[PROMPT]:
For the data that follows, report how many lines contain the word "Country", and nothing else.
══ TASK DATA
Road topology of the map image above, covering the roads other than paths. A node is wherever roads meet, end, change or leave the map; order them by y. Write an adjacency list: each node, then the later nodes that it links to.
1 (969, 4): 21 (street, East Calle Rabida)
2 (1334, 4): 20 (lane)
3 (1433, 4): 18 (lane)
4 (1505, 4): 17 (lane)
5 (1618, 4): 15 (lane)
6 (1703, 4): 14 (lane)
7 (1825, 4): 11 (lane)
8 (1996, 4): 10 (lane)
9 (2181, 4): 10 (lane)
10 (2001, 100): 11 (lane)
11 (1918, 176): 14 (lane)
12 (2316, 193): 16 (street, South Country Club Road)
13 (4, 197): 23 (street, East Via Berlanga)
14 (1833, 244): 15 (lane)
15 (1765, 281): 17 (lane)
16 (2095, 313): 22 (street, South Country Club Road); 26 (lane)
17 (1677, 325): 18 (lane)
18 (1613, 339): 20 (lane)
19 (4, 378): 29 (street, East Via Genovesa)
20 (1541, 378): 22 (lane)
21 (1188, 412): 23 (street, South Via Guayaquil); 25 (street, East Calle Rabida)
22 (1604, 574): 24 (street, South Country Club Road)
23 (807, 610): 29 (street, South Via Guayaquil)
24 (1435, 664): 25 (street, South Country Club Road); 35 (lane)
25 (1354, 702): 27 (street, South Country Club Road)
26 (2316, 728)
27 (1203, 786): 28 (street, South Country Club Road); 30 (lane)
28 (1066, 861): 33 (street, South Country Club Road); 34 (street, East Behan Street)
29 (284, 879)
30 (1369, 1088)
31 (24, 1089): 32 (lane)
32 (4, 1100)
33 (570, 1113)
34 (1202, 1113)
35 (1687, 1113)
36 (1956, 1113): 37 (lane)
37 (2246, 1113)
════
[SOLVED PROBLEM]:
7